##### Dataset content #####

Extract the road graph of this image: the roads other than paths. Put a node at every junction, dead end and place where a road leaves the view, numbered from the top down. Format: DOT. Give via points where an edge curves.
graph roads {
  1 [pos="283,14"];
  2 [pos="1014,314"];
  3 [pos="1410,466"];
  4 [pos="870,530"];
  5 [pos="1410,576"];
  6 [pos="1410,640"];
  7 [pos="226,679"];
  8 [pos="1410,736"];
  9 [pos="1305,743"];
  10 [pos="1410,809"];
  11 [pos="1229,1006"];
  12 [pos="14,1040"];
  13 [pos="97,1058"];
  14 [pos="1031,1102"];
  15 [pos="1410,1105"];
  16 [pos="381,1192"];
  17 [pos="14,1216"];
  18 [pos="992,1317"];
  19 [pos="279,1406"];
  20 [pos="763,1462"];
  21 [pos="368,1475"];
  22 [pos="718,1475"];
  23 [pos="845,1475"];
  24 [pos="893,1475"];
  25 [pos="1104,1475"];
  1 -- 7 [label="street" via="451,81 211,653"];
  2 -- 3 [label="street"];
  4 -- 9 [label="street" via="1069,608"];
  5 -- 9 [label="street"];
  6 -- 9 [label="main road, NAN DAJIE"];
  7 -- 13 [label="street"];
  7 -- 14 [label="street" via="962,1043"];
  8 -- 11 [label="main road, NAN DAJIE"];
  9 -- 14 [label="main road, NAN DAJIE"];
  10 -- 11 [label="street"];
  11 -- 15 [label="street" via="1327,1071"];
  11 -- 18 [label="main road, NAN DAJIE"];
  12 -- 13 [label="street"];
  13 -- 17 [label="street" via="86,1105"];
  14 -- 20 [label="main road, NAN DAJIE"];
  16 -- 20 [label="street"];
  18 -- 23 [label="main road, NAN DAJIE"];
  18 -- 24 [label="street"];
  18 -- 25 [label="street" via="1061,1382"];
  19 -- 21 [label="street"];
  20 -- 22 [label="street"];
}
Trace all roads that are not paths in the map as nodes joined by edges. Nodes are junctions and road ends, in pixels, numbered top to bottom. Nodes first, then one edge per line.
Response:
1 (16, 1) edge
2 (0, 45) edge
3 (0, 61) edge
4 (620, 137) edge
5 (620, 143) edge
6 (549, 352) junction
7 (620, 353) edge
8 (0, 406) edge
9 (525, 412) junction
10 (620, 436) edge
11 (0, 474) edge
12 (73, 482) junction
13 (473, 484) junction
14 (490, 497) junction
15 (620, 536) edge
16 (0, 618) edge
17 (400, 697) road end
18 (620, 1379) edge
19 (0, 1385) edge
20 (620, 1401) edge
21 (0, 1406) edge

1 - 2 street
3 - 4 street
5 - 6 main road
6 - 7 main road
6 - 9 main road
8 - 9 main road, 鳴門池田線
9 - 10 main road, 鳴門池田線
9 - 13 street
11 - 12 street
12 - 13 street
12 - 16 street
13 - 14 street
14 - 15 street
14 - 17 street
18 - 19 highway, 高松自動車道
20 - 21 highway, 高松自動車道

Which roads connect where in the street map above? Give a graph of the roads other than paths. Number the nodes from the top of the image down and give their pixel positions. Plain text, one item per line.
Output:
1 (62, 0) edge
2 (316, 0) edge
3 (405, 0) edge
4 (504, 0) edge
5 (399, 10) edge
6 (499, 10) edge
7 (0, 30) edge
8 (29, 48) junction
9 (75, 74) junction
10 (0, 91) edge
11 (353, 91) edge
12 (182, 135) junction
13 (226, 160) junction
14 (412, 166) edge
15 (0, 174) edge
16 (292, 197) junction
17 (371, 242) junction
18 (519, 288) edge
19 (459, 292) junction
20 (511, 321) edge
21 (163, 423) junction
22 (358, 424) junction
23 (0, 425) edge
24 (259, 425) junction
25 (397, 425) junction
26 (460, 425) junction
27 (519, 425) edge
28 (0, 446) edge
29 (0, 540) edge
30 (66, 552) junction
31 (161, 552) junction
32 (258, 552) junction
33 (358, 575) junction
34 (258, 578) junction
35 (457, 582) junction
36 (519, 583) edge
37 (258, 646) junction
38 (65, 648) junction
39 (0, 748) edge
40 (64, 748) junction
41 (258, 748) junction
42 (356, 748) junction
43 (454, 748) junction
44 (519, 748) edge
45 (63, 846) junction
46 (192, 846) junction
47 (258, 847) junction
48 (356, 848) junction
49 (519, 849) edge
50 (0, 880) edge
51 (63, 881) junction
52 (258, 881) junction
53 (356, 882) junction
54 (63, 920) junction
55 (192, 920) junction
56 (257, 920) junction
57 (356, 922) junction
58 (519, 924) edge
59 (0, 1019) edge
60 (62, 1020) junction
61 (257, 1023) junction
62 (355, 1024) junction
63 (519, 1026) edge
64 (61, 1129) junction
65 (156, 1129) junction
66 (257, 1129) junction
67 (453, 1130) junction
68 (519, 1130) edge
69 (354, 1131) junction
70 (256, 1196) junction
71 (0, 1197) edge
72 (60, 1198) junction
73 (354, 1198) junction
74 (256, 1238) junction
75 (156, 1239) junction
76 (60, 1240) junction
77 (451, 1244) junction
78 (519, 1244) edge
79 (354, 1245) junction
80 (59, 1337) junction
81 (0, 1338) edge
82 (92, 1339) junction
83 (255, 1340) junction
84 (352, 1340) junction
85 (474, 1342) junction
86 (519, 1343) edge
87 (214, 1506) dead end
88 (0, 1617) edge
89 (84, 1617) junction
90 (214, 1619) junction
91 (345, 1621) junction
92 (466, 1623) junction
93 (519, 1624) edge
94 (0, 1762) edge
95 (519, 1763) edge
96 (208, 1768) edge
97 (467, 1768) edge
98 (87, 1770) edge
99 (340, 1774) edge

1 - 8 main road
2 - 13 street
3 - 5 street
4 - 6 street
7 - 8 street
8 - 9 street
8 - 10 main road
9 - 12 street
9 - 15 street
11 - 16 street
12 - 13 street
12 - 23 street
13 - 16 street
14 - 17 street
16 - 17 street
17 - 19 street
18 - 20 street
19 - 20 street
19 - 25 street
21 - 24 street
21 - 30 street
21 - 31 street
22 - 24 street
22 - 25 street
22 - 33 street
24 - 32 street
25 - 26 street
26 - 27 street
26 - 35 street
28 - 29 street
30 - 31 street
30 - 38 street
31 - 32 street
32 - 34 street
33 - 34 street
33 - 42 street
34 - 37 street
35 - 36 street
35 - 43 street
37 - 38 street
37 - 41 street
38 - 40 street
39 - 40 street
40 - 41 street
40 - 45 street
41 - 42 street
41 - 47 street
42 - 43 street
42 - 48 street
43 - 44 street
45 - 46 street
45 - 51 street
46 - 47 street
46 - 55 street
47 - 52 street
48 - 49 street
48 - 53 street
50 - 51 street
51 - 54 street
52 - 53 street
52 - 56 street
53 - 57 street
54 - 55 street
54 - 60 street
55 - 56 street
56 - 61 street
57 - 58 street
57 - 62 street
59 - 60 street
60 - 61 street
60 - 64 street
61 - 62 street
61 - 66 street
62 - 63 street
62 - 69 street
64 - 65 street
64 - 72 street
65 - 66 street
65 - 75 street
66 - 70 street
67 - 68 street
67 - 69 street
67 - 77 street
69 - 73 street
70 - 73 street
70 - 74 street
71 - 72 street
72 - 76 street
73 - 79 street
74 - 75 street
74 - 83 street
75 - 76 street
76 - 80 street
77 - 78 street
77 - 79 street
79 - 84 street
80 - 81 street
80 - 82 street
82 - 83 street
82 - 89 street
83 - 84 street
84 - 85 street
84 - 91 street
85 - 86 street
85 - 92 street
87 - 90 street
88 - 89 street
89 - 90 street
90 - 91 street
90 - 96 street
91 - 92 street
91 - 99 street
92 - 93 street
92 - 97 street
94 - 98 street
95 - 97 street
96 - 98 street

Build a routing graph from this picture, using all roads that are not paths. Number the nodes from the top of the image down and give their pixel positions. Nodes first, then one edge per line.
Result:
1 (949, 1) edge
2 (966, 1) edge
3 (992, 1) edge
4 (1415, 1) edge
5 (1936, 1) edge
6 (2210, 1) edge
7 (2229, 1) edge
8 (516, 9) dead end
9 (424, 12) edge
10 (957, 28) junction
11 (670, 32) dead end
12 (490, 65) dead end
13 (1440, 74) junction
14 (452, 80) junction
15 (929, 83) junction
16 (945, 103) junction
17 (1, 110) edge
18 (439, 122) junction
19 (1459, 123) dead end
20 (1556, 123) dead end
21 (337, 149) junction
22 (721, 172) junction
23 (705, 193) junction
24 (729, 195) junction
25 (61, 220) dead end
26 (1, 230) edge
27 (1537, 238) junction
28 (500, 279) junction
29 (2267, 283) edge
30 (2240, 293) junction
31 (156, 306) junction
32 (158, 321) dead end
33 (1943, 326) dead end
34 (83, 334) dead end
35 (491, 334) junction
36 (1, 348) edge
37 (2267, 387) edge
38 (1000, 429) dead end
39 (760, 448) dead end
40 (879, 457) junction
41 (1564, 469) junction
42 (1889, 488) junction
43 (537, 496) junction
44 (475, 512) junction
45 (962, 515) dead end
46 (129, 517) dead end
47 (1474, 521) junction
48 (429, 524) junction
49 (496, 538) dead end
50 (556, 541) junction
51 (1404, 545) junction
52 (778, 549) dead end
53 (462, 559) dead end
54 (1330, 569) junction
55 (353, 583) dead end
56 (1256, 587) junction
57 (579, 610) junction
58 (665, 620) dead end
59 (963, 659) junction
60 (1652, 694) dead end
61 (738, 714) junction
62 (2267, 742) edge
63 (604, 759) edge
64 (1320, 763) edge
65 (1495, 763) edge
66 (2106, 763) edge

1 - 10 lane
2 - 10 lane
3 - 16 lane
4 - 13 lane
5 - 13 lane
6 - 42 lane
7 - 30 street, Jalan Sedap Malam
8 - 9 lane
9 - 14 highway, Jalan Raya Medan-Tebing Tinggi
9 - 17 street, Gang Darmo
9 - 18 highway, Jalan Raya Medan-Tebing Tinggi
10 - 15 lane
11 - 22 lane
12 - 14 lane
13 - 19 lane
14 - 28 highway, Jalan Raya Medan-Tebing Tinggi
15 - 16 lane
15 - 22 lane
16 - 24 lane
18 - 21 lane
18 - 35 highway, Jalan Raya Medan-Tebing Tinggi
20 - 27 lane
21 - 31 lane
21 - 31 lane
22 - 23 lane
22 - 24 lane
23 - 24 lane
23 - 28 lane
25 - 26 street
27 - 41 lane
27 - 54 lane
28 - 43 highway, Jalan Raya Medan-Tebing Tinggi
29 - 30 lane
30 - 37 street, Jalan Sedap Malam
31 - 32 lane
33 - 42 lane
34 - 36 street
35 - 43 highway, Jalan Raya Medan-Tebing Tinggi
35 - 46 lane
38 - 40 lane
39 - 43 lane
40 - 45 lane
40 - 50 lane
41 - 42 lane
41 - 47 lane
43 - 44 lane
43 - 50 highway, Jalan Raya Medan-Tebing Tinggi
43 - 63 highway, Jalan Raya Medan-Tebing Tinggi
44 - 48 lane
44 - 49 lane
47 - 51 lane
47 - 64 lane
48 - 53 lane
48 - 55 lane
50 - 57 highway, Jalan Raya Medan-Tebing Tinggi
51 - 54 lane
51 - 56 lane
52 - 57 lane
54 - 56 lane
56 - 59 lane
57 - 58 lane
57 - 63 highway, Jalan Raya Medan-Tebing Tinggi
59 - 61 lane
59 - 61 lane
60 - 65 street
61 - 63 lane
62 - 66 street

#####

▶ **Required work**:
Note each line above that contains "Malam" and copy it out.

▶ **Expected output**:
7 - 30 street, Jalan Sedap Malam
30 - 37 street, Jalan Sedap Malam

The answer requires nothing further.